Die Forschenden, die anonym auftraten, haben Anfang Woche aufgehört, auf Mailanfragen zu reagieren. Dank Recherchen eines DNIP-Teams hatten wir Kontakt zu einer der Personen aus der Forschungsgruppe. Dank weiteren Recherchen und Hinweisen aus der Community sind wir auch ziemlich sicher, die zweite Person identifiziert zu haben. Insbesondere diese zweite Person hätte Verantwortung übernehmen müssen, was sie aber scheinbar nicht tat.

Hintergründe und weitere Informationen

Die volle Geschichte findet sich in folgenden zwei Artikeln:

Ich finde, die Aussage der Politikwissenschafterin Katika Kühnreich fasst die Situation sehr gut zusammen:

Es tönt, als hätte die Ethikkommission die Verantwortung nicht tragen wollen & die Forschenden bewiesen mit ihrem Vorgehen, dass sie die Verantwortung nicht tragen können.

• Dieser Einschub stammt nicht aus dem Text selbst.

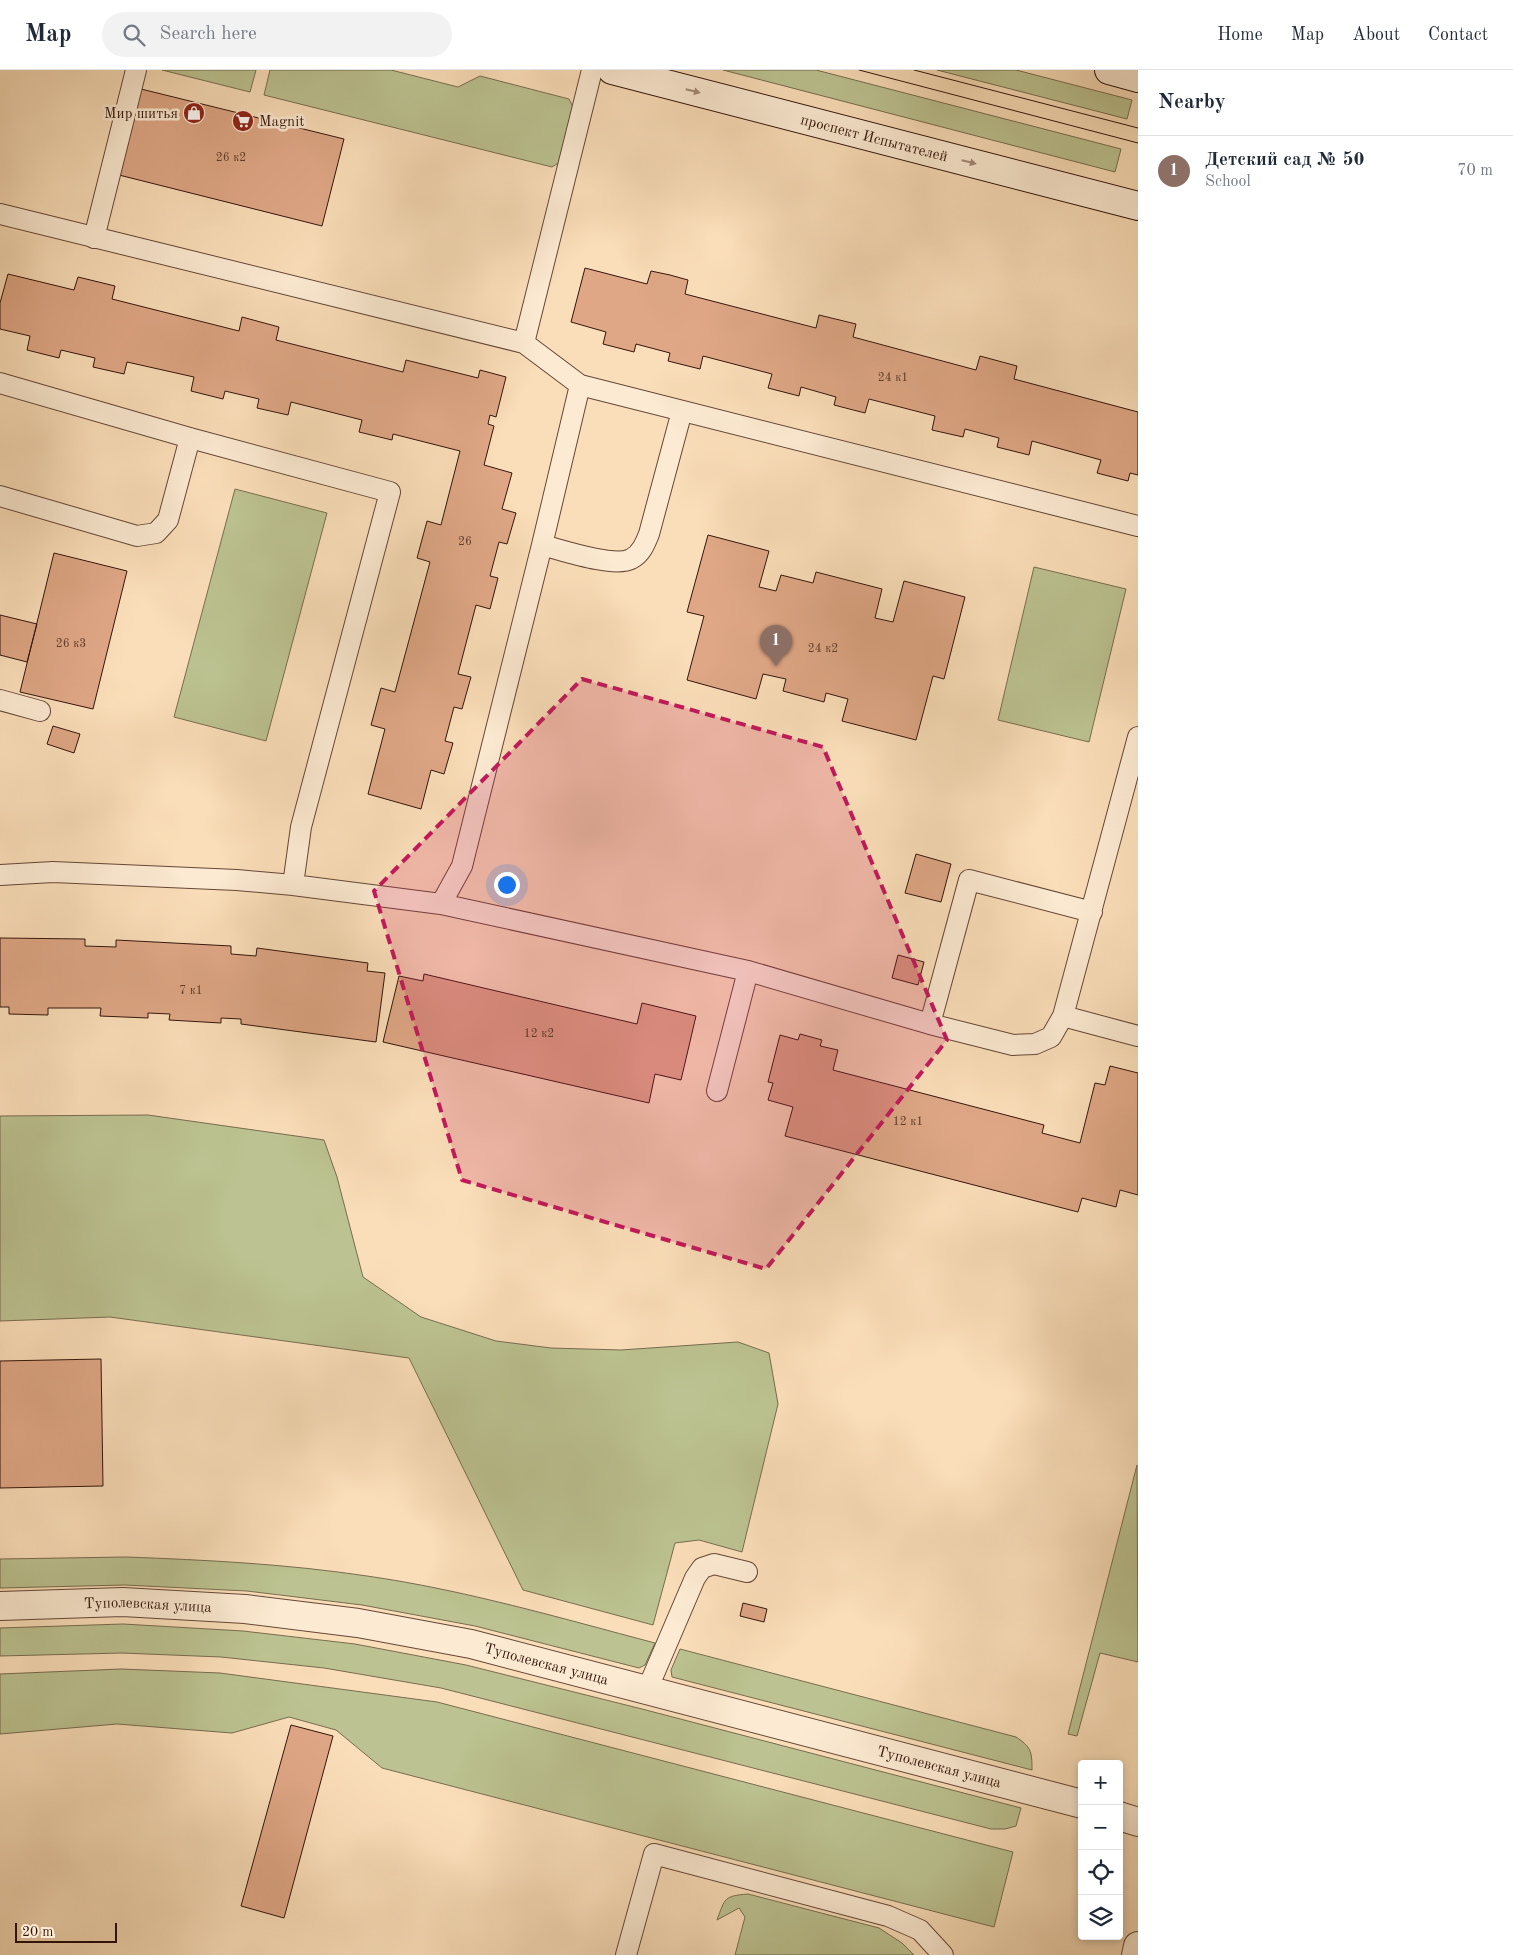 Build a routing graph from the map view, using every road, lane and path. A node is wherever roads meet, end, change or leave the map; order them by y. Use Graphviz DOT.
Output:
graph roads {
  1 [pos="136,70"];
  2 [pos="592,70"];
  3 [pos="612,70"];
  4 [pos="1109,70"];
  5 [pos="1138,78"];
  6 [pos="1138,206"];
  7 [pos="0,214"];
  8 [pos="94,238"];
  9 [pos="524,343"];
  10 [pos="0,383"];
  11 [pos="580,385"];
  12 [pos="682,411"];
  13 [pos="190,438"];
  14 [pos="0,496"];
  15 [pos="1138,526"];
  16 [pos="542,545"];
  17 [pos="0,700"];
  18 [pos="40,711"];
  19 [pos="1138,737"];
  20 [pos="0,875"];
  21 [pos="293,885"];
  22 [pos="441,904"];
  23 [pos="1092,912"];
  24 [pos="748,971"];
  25 [pos="1064,1016"];
  26 [pos="930,1024"];
  27 [pos="1138,1036"];
  28 [pos="717,1091"];
  29 [pos="748,1572"];
  30 [pos="0,1606"];
  31 [pos="647,1690"];
  32 [pos="1078,1803"];
  33 [pos="1123,1817"];
  34 [pos="1138,1822"];
  35 [pos="1138,1946"];
  36 [pos="626,1955"];
  37 [pos="943,1955"];
  38 [pos="1136,1955"];
  1 -- 8 [label="lane"];
  2 -- 9 [label="lane"];
  3 -- 6 [label="street, проспект Испытателей, one-way"];
  4 -- 5 [label="street"];
  7 -- 8 [label="lane"];
  8 -- 9 [label="lane"];
  9 -- 11 [label="lane"];
  10 -- 13 [label="lane"];
  11 -- 12 [label="lane"];
  11 -- 16 [label="lane"];
  12 -- 15 [label="lane"];
  12 -- 16 [label="lane"];
  13 -- 14 [label="lane"];
  13 -- 21 [label="lane"];
  16 -- 22 [label="lane"];
  17 -- 18 [label="lane"];
  19 -- 23 [label="lane"];
  20 -- 21 [label="lane"];
  21 -- 22 [label="lane"];
  22 -- 24 [label="lane"];
  23 -- 25 [label="lane"];
  23 -- 26 [label="lane"];
  24 -- 26 [label="lane"];
  24 -- 28 [label="lane"];
  25 -- 26 [label="lane"];
  25 -- 27 [label="lane"];
  29 -- 31 [label="lane"];
  30 -- 31 [label="street, Туполевская улица"];
  31 -- 32 [label="street, Туполевская улица"];
  33 -- 34 [label="street"];
  35 -- 38 [label="street"];
  36 -- 37 [label="lane"];
}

[Es braucht] Mehr Wissen, was Ethik bedeutet, statt Ethikkommissionen, die entweder nicht kompetent sind oder nicht unbeliebt sein wollen.

Katika Kühnreich im Fediverse

Empfehlungen

Zum Selbstverständnis von DNIP gehört, nicht nur Fehler aufzeigen, sondern auch Wege zur Verbesserung der Situation aufzuzeigen.

  1. Die Universität Zürich sowie die verantwortlichen Forscher:innen sollten sich zur Situation äussern.
  2. Sollten sich der oder die betreffenden Forscher:innen raschmöglichst öffentlich melden und entschuldigen, wie dies kolportiert wird.
    (Übrigens: Wenn Forschungsverantwortliche glauben, sie müssten ihre Identität auch nach Ende der eines spezifischen Forschungsprojekts noch geheim halten, hätten sie sich vielleicht vor Forschungsbeginn mehr Gedanken dazu machen sollen.)
  3. Sollten auch in der Schweiz klare Regeln für den Umgang der Forschung mit Plattformen geschaffen werden. Das wäre zum Beispiel ein wichtiger Punkt in einer Plattformregulierung, wie sie der Bundesrat ohne Not hinauszögert. Der Digital Services Act der EU verlangt beispielsweise solchen Zugang für unabhängige Forschende. Dass die Plattformen «gegatekeeped» werden von Big Tech-Konzernen und wenig Schnittstellen bieten, ist ein grosses Problem für die Forschung rund um Online-Diskussionen, Desinformation und Hassrede. Eine Öffnung ist sehr relevant, aber eben nach Einhaltung von verbindlichen ethischen Regeln.
  4. Sollte die Ethikpraxis wirklich verbindlicher ausgestaltet werden bei der Universität Zürich, so wie dies die Medienstelle in Aussicht gestellt hat. Die Institutional Review Boards (Ethikkommissionen) sind allgemein nicht auf der Höhe der Zeit, was digitale Forschung angeht (für analoge und physische Forschung «am Mensch» gelten strikte Ethikregeln).
  5. Sollte die Schweiz bald verbindliche Transparenzvorschriften für den Einsatz von generativer KI für Gesellschaft und Wissenschaft einführen, analog zum AI Act der EU.